There will be tax advantages in that this income will be tax-preferred for you (because deductible expenses will lower the tax rate you'd otherwise pay on the same amount of $$ earned as salary or interest, to give two examples). 

However, at least in the starting years (and probably forever), you should just run this as a sole proprietorship. Incorporation offers additional tax benefits BUT they really only work when 

(1) you are earning a substantial amount in the corporation (enough to offset the additional $$ associated with incorporating and keeping your corporate books etc. each year -- also this assumes you are already maxing RRSP, spouse's RRSP, TFSA and spouse's TFSA -- because if you are not, why are you trying to get additional tax benefits when you aren't using the ones you've got?) and 

(2) you are not withdrawing all the funds from the corp but are able to keep substantial amounts in the corporation (because if you withdraw the cash, you're going to pay tax at your personal rates anyways). 
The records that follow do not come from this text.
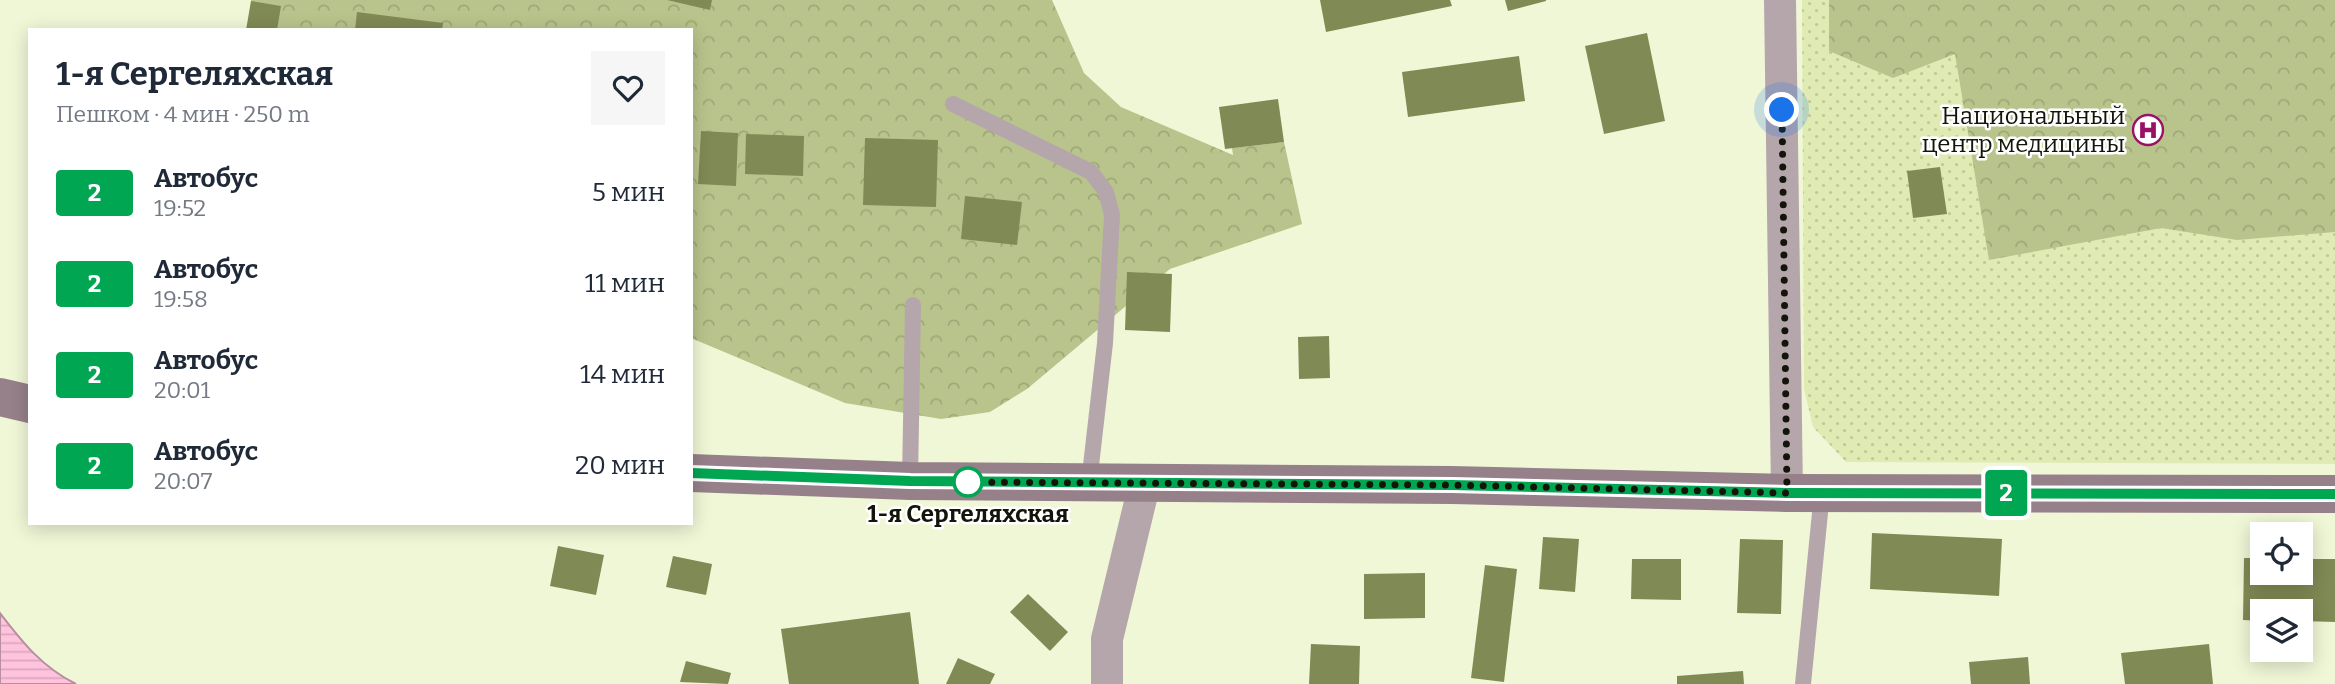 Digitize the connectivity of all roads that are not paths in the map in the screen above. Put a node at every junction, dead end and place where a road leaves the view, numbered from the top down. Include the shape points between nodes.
1 (1780, 0) edge
2 (953, 104) dead end
3 (913, 305) dead end
4 (0, 397) edge
5 (28, 404) edge
6 (693, 473) edge
7 (910, 481) junction
8 (1145, 482) junction
9 (1089, 483) junction
10 (1805, 493) junction
11 (2335, 494) edge
12 (1107, 684) edge
13 (1803, 684) edge

1 - 10 street
2 - 9 lane via 1091,172 1106,192 1112,215 1107,317
3 - 7 lane
4 - 5 main road
6 - 7 main road
7 - 9 main road
8 - 9 main road
8 - 10 main road
8 - 12 street via 1107,639
10 - 11 main road
10 - 13 lane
Make no mistake, incorporation offers powerful tax-saving, tax deferral and other opportunities (estate planning, income splitting) -- but it only makes sense when we're talking $100K per more per year left in the corporation. How much can you earn as a "side" business when presumably you already have a relatively intensive job? Sole proprietorship is simple and almost certainly sufficient for your needs.


----------



## Four Pillars (Apr 5, 2009)

What MoneyGal said plus:

A sole proprietor business provides some excellent income splitting opportunities with a spouse if they can do some work for the business. It's easier to do this with a corp (since the spouse doesn't have to work for the business), but it works just fine with an SP.
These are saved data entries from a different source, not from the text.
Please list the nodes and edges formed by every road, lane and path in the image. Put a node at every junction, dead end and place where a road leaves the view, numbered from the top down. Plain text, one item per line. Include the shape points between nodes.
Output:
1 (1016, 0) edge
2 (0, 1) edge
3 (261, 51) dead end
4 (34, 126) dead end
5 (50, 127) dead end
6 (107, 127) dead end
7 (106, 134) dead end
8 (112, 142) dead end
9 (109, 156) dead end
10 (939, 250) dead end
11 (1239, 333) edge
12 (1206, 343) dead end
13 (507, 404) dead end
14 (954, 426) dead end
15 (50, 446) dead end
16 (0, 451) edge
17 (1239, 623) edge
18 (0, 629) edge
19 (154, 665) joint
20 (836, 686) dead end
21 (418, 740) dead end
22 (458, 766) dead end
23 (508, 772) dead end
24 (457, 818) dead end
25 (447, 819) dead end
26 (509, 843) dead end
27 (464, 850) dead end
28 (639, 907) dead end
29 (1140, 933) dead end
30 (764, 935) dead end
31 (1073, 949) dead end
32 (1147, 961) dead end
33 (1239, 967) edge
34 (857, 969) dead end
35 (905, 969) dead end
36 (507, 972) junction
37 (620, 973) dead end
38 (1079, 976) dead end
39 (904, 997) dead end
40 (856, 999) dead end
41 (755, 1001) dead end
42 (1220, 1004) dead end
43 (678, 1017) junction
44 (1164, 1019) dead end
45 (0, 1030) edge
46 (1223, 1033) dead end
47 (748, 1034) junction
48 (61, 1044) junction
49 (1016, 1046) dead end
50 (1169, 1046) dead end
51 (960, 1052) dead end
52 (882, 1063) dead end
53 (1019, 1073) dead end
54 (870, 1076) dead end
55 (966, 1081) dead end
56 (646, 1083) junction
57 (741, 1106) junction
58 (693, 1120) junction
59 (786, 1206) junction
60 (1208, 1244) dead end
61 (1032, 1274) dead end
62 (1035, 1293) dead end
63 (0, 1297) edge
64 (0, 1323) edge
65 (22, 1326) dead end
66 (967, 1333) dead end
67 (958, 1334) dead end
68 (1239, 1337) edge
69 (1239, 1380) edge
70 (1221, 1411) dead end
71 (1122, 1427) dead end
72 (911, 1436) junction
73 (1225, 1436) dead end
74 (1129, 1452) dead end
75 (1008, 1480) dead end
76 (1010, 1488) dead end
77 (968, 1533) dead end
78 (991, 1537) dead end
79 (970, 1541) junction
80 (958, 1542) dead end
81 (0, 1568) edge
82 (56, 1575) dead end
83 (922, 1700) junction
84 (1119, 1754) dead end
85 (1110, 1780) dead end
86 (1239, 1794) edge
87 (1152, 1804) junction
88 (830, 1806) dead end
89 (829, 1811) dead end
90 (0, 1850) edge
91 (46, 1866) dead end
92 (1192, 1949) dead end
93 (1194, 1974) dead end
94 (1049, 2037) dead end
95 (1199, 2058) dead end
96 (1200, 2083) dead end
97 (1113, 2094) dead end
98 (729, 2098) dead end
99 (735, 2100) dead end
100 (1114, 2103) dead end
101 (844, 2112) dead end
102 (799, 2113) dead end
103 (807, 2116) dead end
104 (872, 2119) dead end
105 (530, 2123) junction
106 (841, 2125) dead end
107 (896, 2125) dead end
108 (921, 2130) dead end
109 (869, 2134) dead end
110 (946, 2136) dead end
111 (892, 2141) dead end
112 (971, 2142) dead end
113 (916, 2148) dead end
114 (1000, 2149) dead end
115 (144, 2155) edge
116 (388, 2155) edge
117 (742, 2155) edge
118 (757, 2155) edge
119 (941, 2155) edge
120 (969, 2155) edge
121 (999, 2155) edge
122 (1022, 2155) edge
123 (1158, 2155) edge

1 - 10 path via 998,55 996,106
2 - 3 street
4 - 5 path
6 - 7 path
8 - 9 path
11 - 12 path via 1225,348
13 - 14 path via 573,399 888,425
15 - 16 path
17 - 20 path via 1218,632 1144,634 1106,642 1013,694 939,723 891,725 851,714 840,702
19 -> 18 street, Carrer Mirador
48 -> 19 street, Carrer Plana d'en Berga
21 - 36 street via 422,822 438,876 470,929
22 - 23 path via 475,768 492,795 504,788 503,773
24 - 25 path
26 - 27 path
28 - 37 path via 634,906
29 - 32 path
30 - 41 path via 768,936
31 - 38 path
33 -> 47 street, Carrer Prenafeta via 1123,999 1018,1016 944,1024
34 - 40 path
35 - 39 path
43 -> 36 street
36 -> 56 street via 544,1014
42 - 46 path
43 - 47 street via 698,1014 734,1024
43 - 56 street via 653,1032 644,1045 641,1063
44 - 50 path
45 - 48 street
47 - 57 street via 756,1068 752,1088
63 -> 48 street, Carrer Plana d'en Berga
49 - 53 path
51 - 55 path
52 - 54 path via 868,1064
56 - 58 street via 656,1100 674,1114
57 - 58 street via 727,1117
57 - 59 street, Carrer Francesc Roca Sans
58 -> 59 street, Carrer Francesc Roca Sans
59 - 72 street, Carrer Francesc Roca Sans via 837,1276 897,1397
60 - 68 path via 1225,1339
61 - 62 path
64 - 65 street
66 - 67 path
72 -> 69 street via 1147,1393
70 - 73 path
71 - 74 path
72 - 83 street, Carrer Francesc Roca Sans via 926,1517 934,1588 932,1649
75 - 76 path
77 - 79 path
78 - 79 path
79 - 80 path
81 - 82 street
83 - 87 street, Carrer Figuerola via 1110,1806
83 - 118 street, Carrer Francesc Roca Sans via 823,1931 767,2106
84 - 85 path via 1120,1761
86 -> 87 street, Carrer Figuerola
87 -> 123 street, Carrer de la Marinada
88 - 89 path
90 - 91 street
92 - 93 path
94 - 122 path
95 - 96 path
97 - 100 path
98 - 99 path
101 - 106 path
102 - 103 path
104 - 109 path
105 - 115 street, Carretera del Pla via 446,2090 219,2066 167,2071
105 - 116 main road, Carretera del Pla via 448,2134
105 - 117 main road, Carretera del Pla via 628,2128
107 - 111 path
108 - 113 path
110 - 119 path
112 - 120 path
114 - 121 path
This is only beneficial of course, if the spouse is in lower tax bracket.

Unless you are concerned about liability issues (and you might be), starting as an SP makes the most sense. You can always convert to a corporation at any time.


----------



## A320 (Sep 15, 2010)

Thanks for the quick reply and good info MoneyGal.



MoneyGal said:


> How much can you earn as a "side" business when presumably you already have a relatively intensive job? Sole proprietorship is simple and almost certainly sufficient for your needs.


Surprisingly my career affords me a lot of spare time hence the decision to start something like this up. It's a flexible schedule with plenty of time off to spare. Yes our RRSP's + TFSA's are not currently maxed and I don't intend to leave money in the corporation as, like you guessed, I don't *initially* intend on this being a 6 figure business....

BUT

Say a few years go by and I am very successful at this venture, and I have a lot of demand. I may decide to lease a space hire some employee's and get into sales as well. In this instance the idea of a corporation might be more fitting. But, and correct me if I'm wrong, as I understand I can always make that switch in the future with the same business/name correct?


----------



## A320 (Sep 15, 2010)

Four Pillars said:


> What MoneyGal said plus:
> 
> A sole proprietor business provides some excellent income splitting opportunities with a spouse if they can do some work for the business. It's easier to do this with a corp (since the spouse doesn't have to work for the business), but it works just fine with an SP.
> 
> ...


Thanks, you answered a question in my reply to MoneyGal. My liability concerns at this point considering my initial start up ideas would be rather minute. I won't go as far as saying nil, but they would be negligible or perhaps manageable (a better word) considering I am quite setup already to start tomorrow for example.

edited to add - Yes my spouse is in a lower tax bracket.


----------



## A320 (Sep 15, 2010)

So my next question is how does this process begin? A simple application to the government? What will they require and what is the normal turnaround time for completing such a process?


----------



## Spudd (Oct 11, 2011)

For a sole proprietorship you don't have to do anything, except declare on your next tax return that you are a sole proprietorship. This is if you choose to use your own name as the name of your business (i.e. if your name is John Doe, your business name is John Doe). 

If you want to have a different name for your business you will have to register that name with the government. If you google "entrepreneur yourcity" or "small business yourcity" you should be able to find the local government small business office that can help you with the process. Example: http://www.enterprisetoronto.com/


----------



## donald (Apr 18, 2011)

Check out the globe&mail(online)-Yesterday there was a article on your question-Most things are being covered here already but it's worth the read.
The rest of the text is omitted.